Tahun 2020 kok masih aja ada orang yang suka membaca? Makin tidak heran rasanya setelah mendengar pernyataan itu jika Indonesia menjadi salah satu negara dengan angka membaca paling rendah di dunia. Bukan hanya membaca buku, tapi juga berita di internet yang kadang kebenarannya pun masih dapat dipertanyakan.
Kaum muda di Indonesia tidak suka membaca, itulah yang diutarakan oleh banyak pakar di Indonesia. Sebenarnya hal tersebut sangatlah wajar melihat perkembangan teknologi zaman sekarang yang makin lama menggusur minat baca masyarakat karena mereka sudah menemukan hal yang lebih menarik dalam bentuk audio-video, bukan hanya kumpulan kata membosankan diatas kertas.
Pernah suatu ketika aku sedang membaca sebuah novel e-book dari playstore, dan tiba-tiba seorang teman menghampiri lalu bertanya. “Baca apa bro?”
Aku pun menjawab. “Ini The Three Musketeers, seru deh. Baca coba gih.”
Temanku itu tidak langsung menyahut, namun ia tertawa sedikit. “Lah bukannya ada yang versi film, kenapa masih baca novelnya? Ga asik cuma liat tulisan-tulisan doang. Nggak ada flow-nya.”
Hal kecil itupun membuatku berpikir untuk menulis ini. Apa sekarang memang sudah bukan zamannya membaca lagi? Apakah para penulis dan sastrawan Indonesia akan beralih profesi, takkan menciptakan karya sastra lagi, dan mulai mengikuti arus pasar?
Kadang hal tersebut yang membuat sedih. Semakin lama rasanya para penulis Indonesia tidak memiliki ruang gerak lagi untuk berkarya. Seiring berjalannya waktu, kemungkinan mereka semua akan memilih profesi lain yang sesuai dengan zaman tersebut. Berharap saja hal itu takkan terjadi.
Bagaimana dengan beralih profesi menjadi penulis skenario film, bukankah itu sama saja dengan menulis cerita?
Memang kedua hal itu sama, menulis cerita film dengan menulis cerita untuk novel. Akan tetapi rasa bangga dengan hasil karyanya tersebut lah yang berbeda. Walaupun sebuah buku hanya terjual beberapa eksemplar saja, penulis tersebut akan tetap merasa bangga karena karya individunya dihargai oleh masyarakat.
Kembali ke topik sebelumnya, rasanya tak perlu dijelaskan kembali kenapa masyarakat Indonesia terutama generasi muda menyepelekan pentingnya membaca pada zaman ini.
Salah satu gerakan yang diusulkan oleh pemerintah agar katanya “meningkatkan minat baca di Indonesia” dengan cara menerapkan 15 menit literasi sebelum jam pelajaran dimulai kelihatannya tidak berdampak signifikan pada rasio minat baca di Indonesia.
Jelas saja, mereka bukan dituntun membaca, namun “dipaksa” untuk membaca selama 15 menit.
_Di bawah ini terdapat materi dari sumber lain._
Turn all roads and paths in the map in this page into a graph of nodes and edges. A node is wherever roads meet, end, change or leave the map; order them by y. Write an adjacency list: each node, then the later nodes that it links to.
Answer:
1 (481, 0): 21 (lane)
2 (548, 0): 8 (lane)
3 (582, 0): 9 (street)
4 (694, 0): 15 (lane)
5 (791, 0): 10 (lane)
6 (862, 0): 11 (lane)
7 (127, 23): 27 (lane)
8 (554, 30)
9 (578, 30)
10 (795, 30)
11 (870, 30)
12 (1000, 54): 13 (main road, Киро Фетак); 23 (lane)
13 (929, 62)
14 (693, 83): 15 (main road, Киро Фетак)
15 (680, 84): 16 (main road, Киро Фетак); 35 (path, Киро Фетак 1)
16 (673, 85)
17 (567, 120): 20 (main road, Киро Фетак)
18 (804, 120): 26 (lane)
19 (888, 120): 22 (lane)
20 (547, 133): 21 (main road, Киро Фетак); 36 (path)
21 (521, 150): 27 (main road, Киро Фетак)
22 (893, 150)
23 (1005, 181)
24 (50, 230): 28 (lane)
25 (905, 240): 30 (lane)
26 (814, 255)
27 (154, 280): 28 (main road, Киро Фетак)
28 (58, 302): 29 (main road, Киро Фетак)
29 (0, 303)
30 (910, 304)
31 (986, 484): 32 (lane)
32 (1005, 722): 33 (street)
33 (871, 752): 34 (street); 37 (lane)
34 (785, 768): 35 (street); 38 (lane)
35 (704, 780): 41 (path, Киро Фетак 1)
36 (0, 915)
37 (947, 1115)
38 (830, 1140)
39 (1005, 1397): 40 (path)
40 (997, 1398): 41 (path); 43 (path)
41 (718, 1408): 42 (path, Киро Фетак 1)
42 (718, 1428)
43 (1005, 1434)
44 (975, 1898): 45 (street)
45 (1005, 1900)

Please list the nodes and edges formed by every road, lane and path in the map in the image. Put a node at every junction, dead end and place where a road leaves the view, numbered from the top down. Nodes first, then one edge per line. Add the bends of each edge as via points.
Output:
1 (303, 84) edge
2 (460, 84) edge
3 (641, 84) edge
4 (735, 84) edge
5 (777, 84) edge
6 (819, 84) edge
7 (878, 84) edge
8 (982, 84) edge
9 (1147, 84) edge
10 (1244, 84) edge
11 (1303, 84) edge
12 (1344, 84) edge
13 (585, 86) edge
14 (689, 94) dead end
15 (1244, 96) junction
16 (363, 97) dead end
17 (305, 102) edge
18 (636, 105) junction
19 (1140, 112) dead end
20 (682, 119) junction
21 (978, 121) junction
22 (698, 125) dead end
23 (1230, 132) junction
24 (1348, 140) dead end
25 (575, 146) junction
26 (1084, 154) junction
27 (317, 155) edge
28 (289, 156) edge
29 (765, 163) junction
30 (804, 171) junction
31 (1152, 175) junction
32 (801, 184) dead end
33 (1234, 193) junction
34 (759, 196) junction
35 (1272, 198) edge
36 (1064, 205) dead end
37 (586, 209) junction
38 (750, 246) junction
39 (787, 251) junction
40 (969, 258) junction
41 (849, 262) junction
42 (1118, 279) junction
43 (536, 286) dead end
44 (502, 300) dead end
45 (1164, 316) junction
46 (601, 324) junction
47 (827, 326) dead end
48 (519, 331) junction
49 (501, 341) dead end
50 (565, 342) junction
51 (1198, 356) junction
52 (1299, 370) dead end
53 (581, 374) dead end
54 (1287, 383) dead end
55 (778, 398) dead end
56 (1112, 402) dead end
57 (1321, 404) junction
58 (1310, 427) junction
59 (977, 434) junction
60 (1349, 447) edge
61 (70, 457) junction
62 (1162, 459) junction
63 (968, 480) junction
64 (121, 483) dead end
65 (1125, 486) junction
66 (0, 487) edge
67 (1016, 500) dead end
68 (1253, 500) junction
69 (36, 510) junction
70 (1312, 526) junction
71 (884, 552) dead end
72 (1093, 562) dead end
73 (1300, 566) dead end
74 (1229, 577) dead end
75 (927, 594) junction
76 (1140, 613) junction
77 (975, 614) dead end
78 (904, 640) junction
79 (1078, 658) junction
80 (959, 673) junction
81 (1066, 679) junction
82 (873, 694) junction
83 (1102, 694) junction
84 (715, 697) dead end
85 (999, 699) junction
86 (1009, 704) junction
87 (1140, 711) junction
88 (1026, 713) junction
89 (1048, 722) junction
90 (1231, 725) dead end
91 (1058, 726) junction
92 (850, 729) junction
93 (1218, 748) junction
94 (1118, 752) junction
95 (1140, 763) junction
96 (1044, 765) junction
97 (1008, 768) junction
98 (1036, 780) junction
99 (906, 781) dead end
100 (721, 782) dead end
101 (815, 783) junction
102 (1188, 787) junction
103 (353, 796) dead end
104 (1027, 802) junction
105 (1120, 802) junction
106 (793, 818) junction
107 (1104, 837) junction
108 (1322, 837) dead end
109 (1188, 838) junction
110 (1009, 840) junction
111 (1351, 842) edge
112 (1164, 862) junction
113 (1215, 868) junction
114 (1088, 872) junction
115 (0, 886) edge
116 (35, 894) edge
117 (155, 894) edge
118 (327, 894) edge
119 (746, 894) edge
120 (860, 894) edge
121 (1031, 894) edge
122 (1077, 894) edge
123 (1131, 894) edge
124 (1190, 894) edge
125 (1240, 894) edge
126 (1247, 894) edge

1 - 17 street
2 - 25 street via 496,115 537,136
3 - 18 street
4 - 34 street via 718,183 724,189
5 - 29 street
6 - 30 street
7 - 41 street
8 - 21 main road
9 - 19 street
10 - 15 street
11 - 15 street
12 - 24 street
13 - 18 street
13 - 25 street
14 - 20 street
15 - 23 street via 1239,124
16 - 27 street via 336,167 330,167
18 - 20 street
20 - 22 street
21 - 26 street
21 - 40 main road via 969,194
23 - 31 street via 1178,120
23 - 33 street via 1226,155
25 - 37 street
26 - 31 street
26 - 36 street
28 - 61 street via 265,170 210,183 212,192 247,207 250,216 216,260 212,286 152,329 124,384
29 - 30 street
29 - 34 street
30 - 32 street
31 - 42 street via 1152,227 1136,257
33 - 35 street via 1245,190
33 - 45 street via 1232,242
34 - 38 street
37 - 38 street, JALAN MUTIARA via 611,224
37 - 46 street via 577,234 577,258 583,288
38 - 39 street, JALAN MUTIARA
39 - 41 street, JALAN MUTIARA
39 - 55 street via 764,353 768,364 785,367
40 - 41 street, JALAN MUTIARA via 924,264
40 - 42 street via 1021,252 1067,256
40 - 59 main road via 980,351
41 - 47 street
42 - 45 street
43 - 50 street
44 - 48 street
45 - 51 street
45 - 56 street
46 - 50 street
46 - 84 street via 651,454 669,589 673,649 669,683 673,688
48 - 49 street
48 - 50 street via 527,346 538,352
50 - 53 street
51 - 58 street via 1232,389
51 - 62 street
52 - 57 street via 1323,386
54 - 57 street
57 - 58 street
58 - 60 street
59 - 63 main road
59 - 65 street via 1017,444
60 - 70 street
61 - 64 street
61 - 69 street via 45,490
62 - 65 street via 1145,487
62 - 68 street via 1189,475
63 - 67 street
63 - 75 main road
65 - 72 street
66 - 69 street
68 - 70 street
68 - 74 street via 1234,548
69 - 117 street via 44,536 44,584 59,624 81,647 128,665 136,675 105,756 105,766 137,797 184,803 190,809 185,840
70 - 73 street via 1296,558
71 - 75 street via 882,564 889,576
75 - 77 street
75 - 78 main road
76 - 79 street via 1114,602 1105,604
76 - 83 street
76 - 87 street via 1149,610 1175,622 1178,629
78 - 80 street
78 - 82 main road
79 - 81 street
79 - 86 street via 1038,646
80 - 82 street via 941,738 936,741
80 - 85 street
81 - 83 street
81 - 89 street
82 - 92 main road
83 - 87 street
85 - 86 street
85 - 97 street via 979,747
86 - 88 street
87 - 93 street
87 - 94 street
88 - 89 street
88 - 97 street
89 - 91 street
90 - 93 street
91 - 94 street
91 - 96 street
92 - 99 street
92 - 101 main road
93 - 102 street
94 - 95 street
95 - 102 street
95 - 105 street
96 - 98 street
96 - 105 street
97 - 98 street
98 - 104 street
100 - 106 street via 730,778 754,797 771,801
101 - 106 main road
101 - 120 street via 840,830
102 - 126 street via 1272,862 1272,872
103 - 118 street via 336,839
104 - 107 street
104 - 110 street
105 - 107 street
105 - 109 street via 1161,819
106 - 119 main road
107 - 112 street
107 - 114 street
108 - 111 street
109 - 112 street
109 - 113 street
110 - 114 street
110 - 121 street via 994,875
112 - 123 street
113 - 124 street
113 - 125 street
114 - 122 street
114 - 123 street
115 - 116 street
Apabila tidak ada kesadaran diri dari individu, hasilnya akan tetap sama saja. Lha wong dari awal udah nggak minat baca to? Tapi setidaknya pemerintah sudah mencoba, good job.
Sebenarnya tidak masalah jika seseorang senang untuk membaca pada era sekarang. Salah satu kelebihannya yakni memperbanyak kosakata yang tidak diketahui.
Walaupun di antara kalian sudah menguasai bahasa Indonesia secara baik dan benar untuk berkomunikasi, pasti akan ada satu dua atau lebih kata yang tidak kalian mengerti. Oleh karena itu, KBBI dan beberapa novel dapat membantu kalian mengerti lebih banyak mengenai kosakata bahasa Indonesia.
Minat baca di Indonesia sangat perlu untuk diperbaiki. Kita berada di peringkat 60 dari 61 negara menurut survei peringkat literasi oleh CSSU pada tahun 2016 lalu. Menyedihkan dan sangat disayangkan. Baca berita aja jarang, apalagi kalo disuruh baca buku kan. Hoax yang merajalela juga masih saja dipercaya oleh banyak masyarkat.
Kalau begitu ayo sadarkan minat baca di Indonesia. Jangan hanya berdiam diri dan mengeluh karena banyaknya kekurangan di negeri kita tercinta ini. Bangkit, hadapi semua rintangan yang menghadang untuk memajukan bangsa Indonesia. Sadarkan satu, merambat ke semuanya.